═══ DATA SHOWN ═══
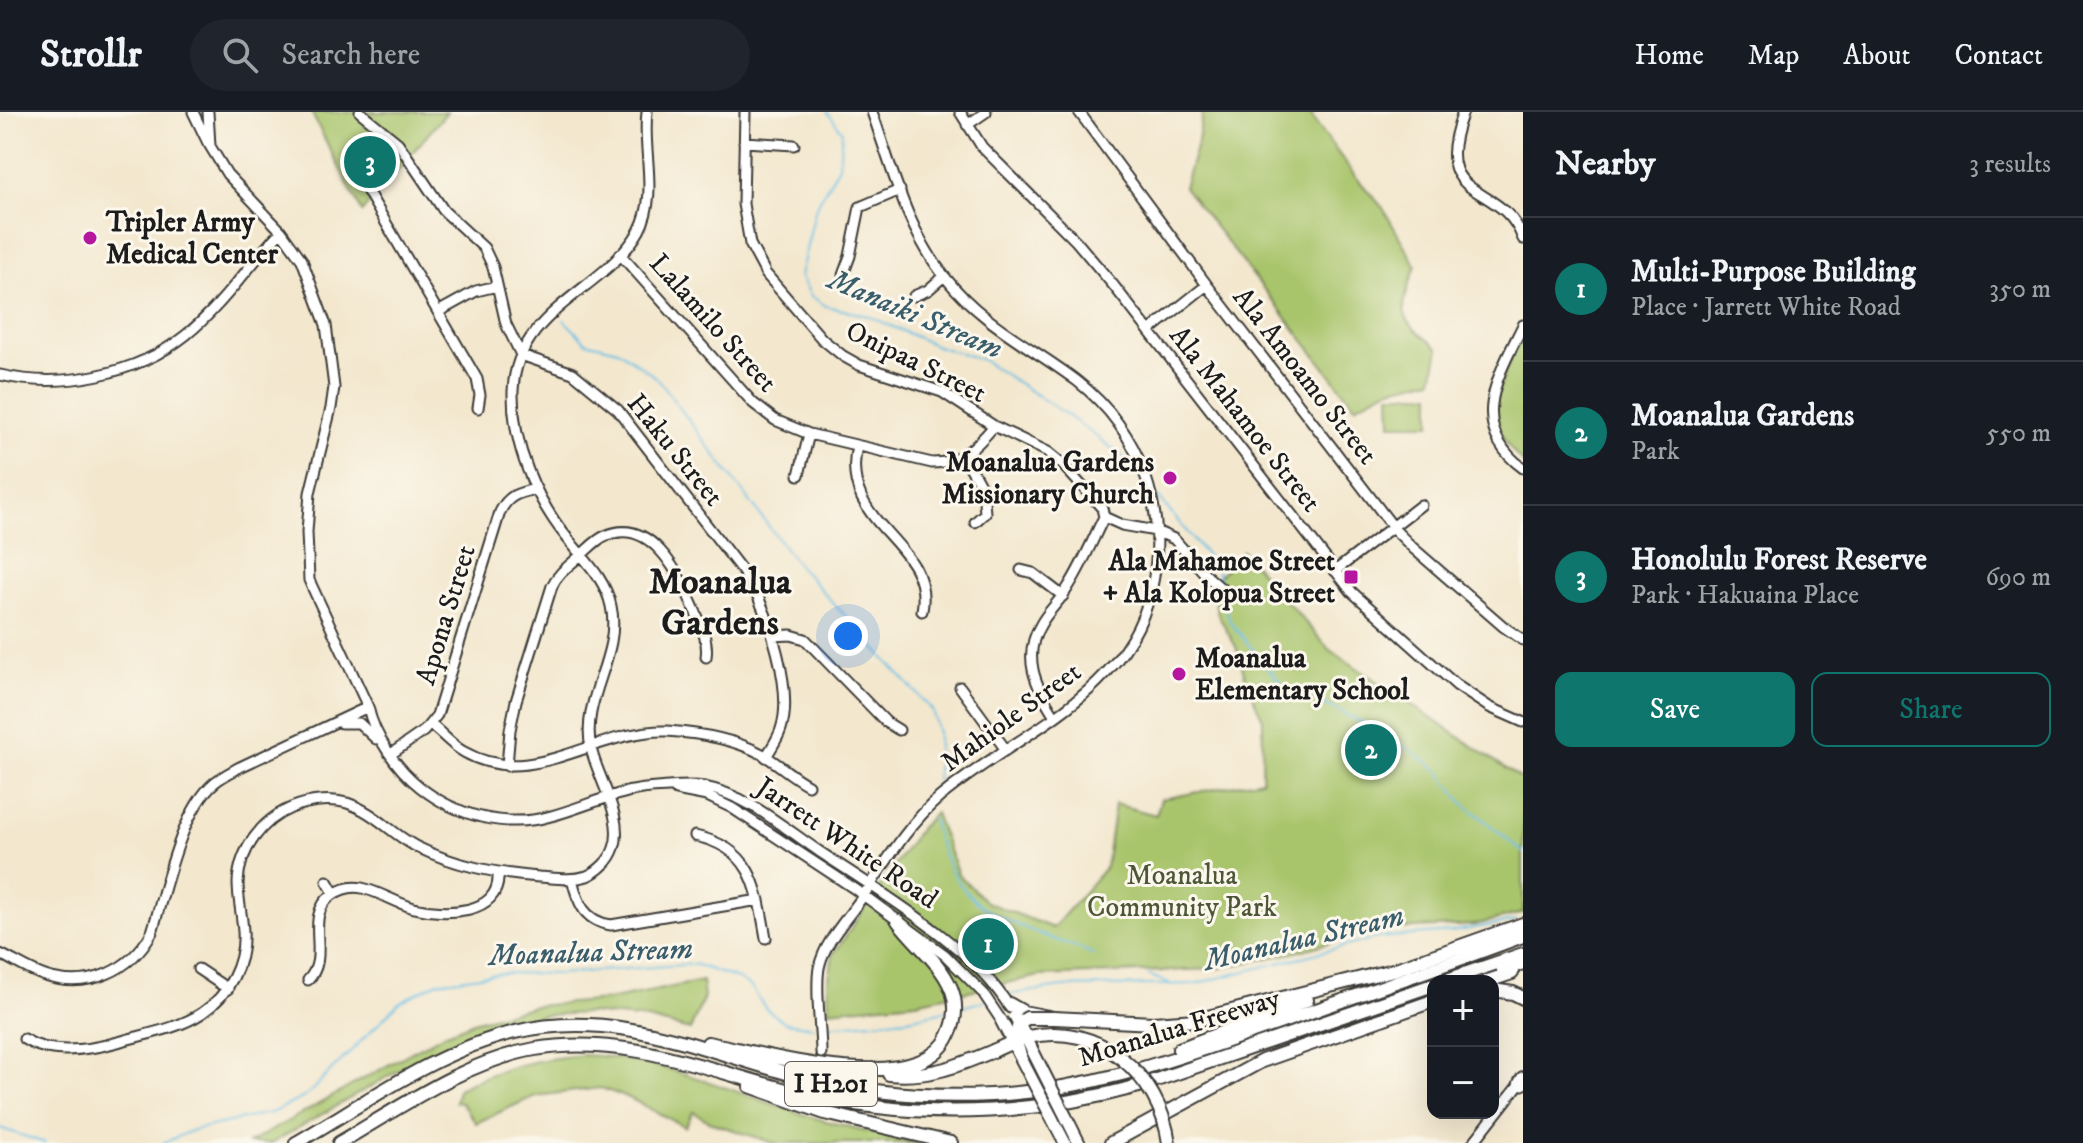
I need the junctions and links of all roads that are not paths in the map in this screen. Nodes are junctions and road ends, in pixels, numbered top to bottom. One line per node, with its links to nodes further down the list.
1 (193, 112): 14 (street, Jarrett White Road)
2 (208, 112): 14 (street, Jarrett White Road)
3 (360, 112): 23 (street)
4 (647, 112): 19 (street)
5 (745, 112): 12 (street, Onipaa Street)
6 (872, 112): 16 (street, Mahiole Street)
7 (960, 112): 11 (street, Ala Mahamoe Street)
8 (986, 112): 11 (street)
9 (1079, 112): 22 (street, Ala Amoamo Street)
10 (1463, 112): 18 (street)
11 (967, 125): 27 (street, Ala Mahamoe Street)
12 (744, 142): 13 (street); 31 (street, Onipaa Street)
13 (794, 145)
14 (210, 146): 17 (street, Jarrett White Road)
15 (347, 156): 25 (street)
16 (900, 190): 20 (street); 21 (street, Mahiole Street)
17 (281, 231): 29 (street); 53 (street, Jarrett White Road)
18 (1523, 239)
19 (620, 254): 28 (street); 32 (street, Lalamilo Street)
20 (843, 275)
21 (944, 276): 24 (street); 42 (street, Mahiole Street)
22 (1207, 285): 27 (street); 41 (street, Ala Amoamo Street)
23 (497, 286): 25 (street); 28 (street)
24 (914, 296)
25 (438, 312): 30 (street)
26 (1523, 325): 35 (street)
27 (1149, 331): 45 (street, Ala Mahamoe Street)
28 (521, 355): 37 (street); 49 (street, Haku Street)
29 (1, 375)
30 (478, 408)
31 (994, 426): 34 (street); 39 (street, Onipaa Street)
32 (809, 434): 33 (street, Lalamilo Street); 36 (street)
33 (857, 446): 34 (street, Lalamilo Street); 48 (street)
34 (964, 456): 40 (street)
35 (1523, 468)
36 (799, 475)
37 (536, 489): 43 (street); 57 (street, Apona Street)
38 (1421, 505): 41 (street)
39 (1104, 517): 42 (street); 47 (street)
40 (975, 522)
41 (1393, 527): 45 (street); 50 (street, Ala Amoamo Street)
42 (1156, 531): 46 (street); 54 (street, Mahiole Street)
43 (581, 555): 51 (street); 59 (street); 63 (street)
44 (1021, 570): 47 (street)
45 (1335, 571): 55 (street, Ala Mahamoe Street)
46 (1227, 594)
47 (1063, 596): 54 (street)
48 (922, 611)
49 (773, 636): 58 (street); 62 (street, Haku Street)
50 (1523, 640)
51 (706, 657)
52 (960, 687): 60 (street)
53 (368, 707): 56 (street); 61 (street, Jarrett White Road)
54 (1055, 716): 60 (street, Mahiole Street)
55 (1523, 722)
56 (330, 725): 61 (street); 79 (street)
57 (431, 725): 61 (street, Apona Street); 63 (street)
58 (899, 730)
59 (590, 747): 62 (street); 63 (street); 66 (street)
60 (1006, 750): 71 (street, Mahiole Street)
61 (390, 752): 66 (street, Jarrett White Road)
62 (766, 757): 64 (street)
63 (507, 766)
64 (808, 785)
65 (666, 788): 66 (street, Jarrett White Road); 71 (street, Jarrett White Road); 73 (street, Jarrett White Road)
66 (608, 798): 69 (street)
67 (695, 836): 74 (street)
68 (498, 874): 69 (street); 72 (street); 89 (street)
69 (572, 879): 74 (street)
70 (327, 881): 72 (street)
71 (870, 884): 73 (street, Mahiole Street); 93 (street, Jarrett White Road)
72 (334, 893): 87 (street)
73 (862, 897): 75 (street, Jarrett White Road); 99 (street, Mahiole Street)
74 (759, 900): 78 (street)
75 (898, 921): 95 (street, Jarrett White Road); 101 (highway)
76 (1523, 924): 83 (highway)
77 (1523, 936): 103 (highway, Moanalua Freeway / I H201)
78 (766, 938)
79 (0, 954)
80 (1523, 954): 84 (highway)
81 (1523, 966): 85 (highway); 86 (highway)
82 (198, 969): 89 (street)
83 (1393, 970): 94 (highway); 103 (highway)
84 (1462, 975)
85 (1486, 975)
86 (1499, 976)
87 (308, 980)
88 (1427, 988): 98 (highway, Moanalua Freeway / I H201)
89 (228, 989): 97 (street)
90 (1499, 991): 91 (highway)
91 (1523, 998)
92 (1427, 1004): 104 (highway)
93 (1014, 1014): 94 (highway, bridge); 94 (highway, bridge); 100 (highway, bridge); 109 (main road, Jarrett White Road, bridge)
94 (1054, 1018)
95 (1001, 1020): 100 (main road, bridge)
96 (639, 1029): 101 (highway); 103 (highway, Moanalua Freeway / I H201); 105 (highway, Moanalua Freeway / I H201)
97 (24, 1039)
98 (657, 1053): 106 (highway, Moanalua Freeway / I H201); 107 (highway)
99 (821, 1053)
100 (1020, 1055): 108 (main road, bridge)
101 (834, 1067): 112 (highway, bridge)
102 (1522, 1082): 113 (street)
103 (1030, 1091)
104 (1149, 1124): 110 (highway); 111 (highway)
105 (296, 1143)
106 (339, 1143)
107 (951, 1143)
108 (1065, 1143)
109 (1079, 1143)
110 (1111, 1143)
111 (1124, 1143)
112 (1169, 1143)
113 (1473, 1143)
═══
_WHAT YOU WILL DO_
When you print the entries, keep every line exactly as it is and drop the pictures.

_OUTPUT BELOW_
I need the junctions and links of all roads that are not paths in the map in this screen. Nodes are junctions and road ends, in pixels, numbered top to bottom. One line per node, with its links to nodes further down the list.
1 (193, 112): 14 (street, Jarrett White Road)
2 (208, 112): 14 (street, Jarrett White Road)
3 (360, 112): 23 (street)
4 (647, 112): 19 (street)
5 (745, 112): 12 (street, Onipaa Street)
6 (872, 112): 16 (street, Mahiole Street)
7 (960, 112): 11 (street, Ala Mahamoe Street)
8 (986, 112): 11 (street)
9 (1079, 112): 22 (street, Ala Amoamo Street)
10 (1463, 112): 18 (street)
11 (967, 125): 27 (street, Ala Mahamoe Street)
12 (744, 142): 13 (street); 31 (street, Onipaa Street)
13 (794, 145)
14 (210, 146): 17 (street, Jarrett White Road)
15 (347, 156): 25 (street)
16 (900, 190): 20 (street); 21 (street, Mahiole Street)
17 (281, 231): 29 (street); 53 (street, Jarrett White Road)
18 (1523, 239)
19 (620, 254): 28 (street); 32 (street, Lalamilo Street)
20 (843, 275)
21 (944, 276): 24 (street); 42 (street, Mahiole Street)
22 (1207, 285): 27 (street); 41 (street, Ala Amoamo Street)
23 (497, 286): 25 (street); 28 (street)
24 (914, 296)
25 (438, 312): 30 (street)
26 (1523, 325): 35 (street)
27 (1149, 331): 45 (street, Ala Mahamoe Street)
28 (521, 355): 37 (street); 49 (street, Haku Street)
29 (1, 375)
30 (478, 408)
31 (994, 426): 34 (street); 39 (street, Onipaa Street)
32 (809, 434): 33 (street, Lalamilo Street); 36 (street)
33 (857, 446): 34 (street, Lalamilo Street); 48 (street)
34 (964, 456): 40 (street)
35 (1523, 468)
36 (799, 475)
37 (536, 489): 43 (street); 57 (street, Apona Street)
38 (1421, 505): 41 (street)
39 (1104, 517): 42 (street); 47 (street)
40 (975, 522)
41 (1393, 527): 45 (street); 50 (street, Ala Amoamo Street)
42 (1156, 531): 46 (street); 54 (street, Mahiole Street)
43 (581, 555): 51 (street); 59 (street); 63 (street)
44 (1021, 570): 47 (street)
45 (1335, 571): 55 (street, Ala Mahamoe Street)
46 (1227, 594)
47 (1063, 596): 54 (street)
48 (922, 611)
49 (773, 636): 58 (street); 62 (street, Haku Street)
50 (1523, 640)
51 (706, 657)
52 (960, 687): 60 (street)
53 (368, 707): 56 (street); 61 (street, Jarrett White Road)
54 (1055, 716): 60 (street, Mahiole Street)
55 (1523, 722)
56 (330, 725): 61 (street); 79 (street)
57 (431, 725): 61 (street, Apona Street); 63 (street)
58 (899, 730)
59 (590, 747): 62 (street); 63 (street); 66 (street)
60 (1006, 750): 71 (street, Mahiole Street)
61 (390, 752): 66 (street, Jarrett White Road)
62 (766, 757): 64 (street)
63 (507, 766)
64 (808, 785)
65 (666, 788): 66 (street, Jarrett White Road); 71 (street, Jarrett White Road); 73 (street, Jarrett White Road)
66 (608, 798): 69 (street)
67 (695, 836): 74 (street)
68 (498, 874): 69 (street); 72 (street); 89 (street)
69 (572, 879): 74 (street)
70 (327, 881): 72 (street)
71 (870, 884): 73 (street, Mahiole Street); 93 (street, Jarrett White Road)
72 (334, 893): 87 (street)
73 (862, 897): 75 (street, Jarrett White Road); 99 (street, Mahiole Street)
74 (759, 900): 78 (street)
75 (898, 921): 95 (street, Jarrett White Road); 101 (highway)
76 (1523, 924): 83 (highway)
77 (1523, 936): 103 (highway, Moanalua Freeway / I H201)
78 (766, 938)
79 (0, 954)
80 (1523, 954): 84 (highway)
81 (1523, 966): 85 (highway); 86 (highway)
82 (198, 969): 89 (street)
83 (1393, 970): 94 (highway); 103 (highway)
84 (1462, 975)
85 (1486, 975)
86 (1499, 976)
87 (308, 980)
88 (1427, 988): 98 (highway, Moanalua Freeway / I H201)
89 (228, 989): 97 (street)
90 (1499, 991): 91 (highway)
91 (1523, 998)
92 (1427, 1004): 104 (highway)
93 (1014, 1014): 94 (highway, bridge); 94 (highway, bridge); 100 (highway, bridge); 109 (main road, Jarrett White Road, bridge)
94 (1054, 1018)
95 (1001, 1020): 100 (main road, bridge)
96 (639, 1029): 101 (highway); 103 (highway, Moanalua Freeway / I H201); 105 (highway, Moanalua Freeway / I H201)
97 (24, 1039)
98 (657, 1053): 106 (highway, Moanalua Freeway / I H201); 107 (highway)
99 (821, 1053)
100 (1020, 1055): 108 (main road, bridge)
101 (834, 1067): 112 (highway, bridge)
102 (1522, 1082): 113 (street)
103 (1030, 1091)
104 (1149, 1124): 110 (highway); 111 (highway)
105 (296, 1143)
106 (339, 1143)
107 (951, 1143)
108 (1065, 1143)
109 (1079, 1143)
110 (1111, 1143)
111 (1124, 1143)
112 (1169, 1143)
113 (1473, 1143)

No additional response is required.